It took some reading, but again the effects of poorly worded legislation in reg 206 is again on us all.

From the FCA finding:

41. The effect of s 27 of the Act is that if a commercial air activity is not prescribed in reg 206 then the operator of the aircraft does not require an AOC.

It is common ground between the parties that:

(a) in order to operate a commercial air charter service an AOC is required by operation of subreg 206(1)(b).

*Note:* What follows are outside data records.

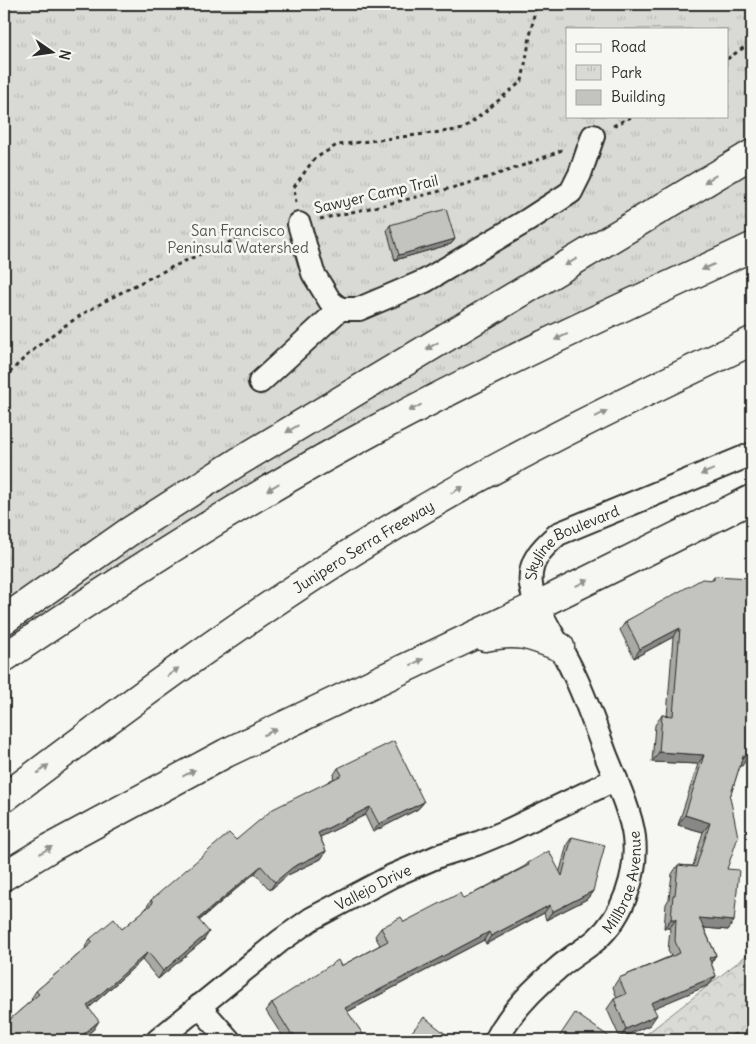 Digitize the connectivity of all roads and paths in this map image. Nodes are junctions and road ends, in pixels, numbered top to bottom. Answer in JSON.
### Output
{"nodes":[{"id":1,"x":536,"y":4,"type":"edge"},
{"id":2,"x":752,"y":42,"type":"edge"},
{"id":3,"x":728,"y":58,"type":"edge"},
{"id":4,"x":629,"y":118,"type":"edge"},
{"id":5,"x":593,"y":136,"type":"junction"},
{"id":6,"x":752,"y":154,"type":"edge"},
{"id":7,"x":299,"y":224,"type":"junction"},
{"id":8,"x":752,"y":247,"type":"edge"},
{"id":9,"x":340,"y":309,"type":"junction"},
{"id":10,"x":752,"y":341,"type":"edge"},
{"id":11,"x":4,"y":379,"type":"edge"},
{"id":12,"x":260,"y":382,"type":"dead end"},
{"id":13,"x":752,"y":454,"type":"edge"},
{"id":14,"x":752,"y":499,"type":"edge"},
{"id":15,"x":538,"y":605,"type":"junction"},
{"id":16,"x":4,"y":620,"type":"edge"},
{"id":17,"x":454,"y":644,"type":"junction"},
{"id":18,"x":560,"y":647,"type":"junction"},
{"id":19,"x":4,"y":658,"type":"edge"},
{"id":20,"x":616,"y":779,"type":"junction"},
{"id":21,"x":4,"y":798,"type":"edge"},
{"id":22,"x":4,"y":876,"type":"edge"},
{"id":23,"x":200,"y":1006,"type":"junction"},
{"id":24,"x":158,"y":1040,"type":"edge"},
{"id":25,"x":229,"y":1040,"type":"edge"},
{"id":26,"x":496,"y":1040,"type":"edge"}],
"edges":[{"from":1,"to":7,"type":"path"},
{"from":2,"to":3,"type":"path"},
{"from":4,"to":5,"type":"path","name":"Sawyer Camp Trail"},
{"from":5,"to":7,"type":"path","name":"Sawyer Camp Trail"},
{"from":5,"to":9,"type":"street"},
{"from":6,"to":16,"type":"main road","one_way":true},
{"from":7,"to":9,"type":"street"},
{"from":7,"to":11,"type":"path","name":"Sawyer Camp Trail"},
{"from":8,"to":19,"type":"main road","one_way":true},
{"from":9,"to":12,"type":"street"},
{"from":21,"to":10,"type":"main road","name":"Junipero Serra Freeway","one_way":true},
{"from":13,"to":15,"type":"street","name":"Skyline Boulevard","one_way":true},
{"from":15,"to":14,"type":"main road","name":"Skyline Boulevard","one_way":true},
{"from":15,"to":17,"type":"main road"},
{"from":15,"to":18,"type":"street","name":"Millbrae Avenue"},
{"from":17,"to":18,"type":"main road"},
{"from":22,"to":17,"type":"main road","one_way":true},
{"from":18,"to":20,"type":"street","name":"Millbrae Avenue"},
{"from":20,"to":23,"type":"street","name":"Vallejo Drive"},
{"from":20,"to":26,"type":"street","name":"Millbrae Avenue"},
{"from":23,"to":24,"type":"street","name":"Vallejo Drive"},
{"from":23,"to":25,"type":"street"}]}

(b) Caper holds an AOC, issued on 10 Feb 2010, authorising it to conduct passenger carrying charter operations, in Australian territory, in specified Australian registered aircraft; and

(c) Caper is not and has never been authorised under its AOC to operate RPT services as defined by subreg 206(1)(c).
The effect here really becomes one where casa is regulating a commercial operation, not dealing with the underlying operation to ensure that the operation is operated safely.


and further:

48, As a result the Tribunal was required to look behind the immediate textual content of subregs 206(1)(b)(ii) and (c) and carefully consider the scheme of the statutory provisions that prescribe the “commercial purposes” for which an AOC is required. The determination of the dispute rested on a choice between two different interpretations, and in construing the two provisions the Tribunal was required to apply an interpretation that would promote the purpose of the Act rather than one that would not. In my view it did not do so.
Again, is casa now to be the purveyor of the "commercial purposes"?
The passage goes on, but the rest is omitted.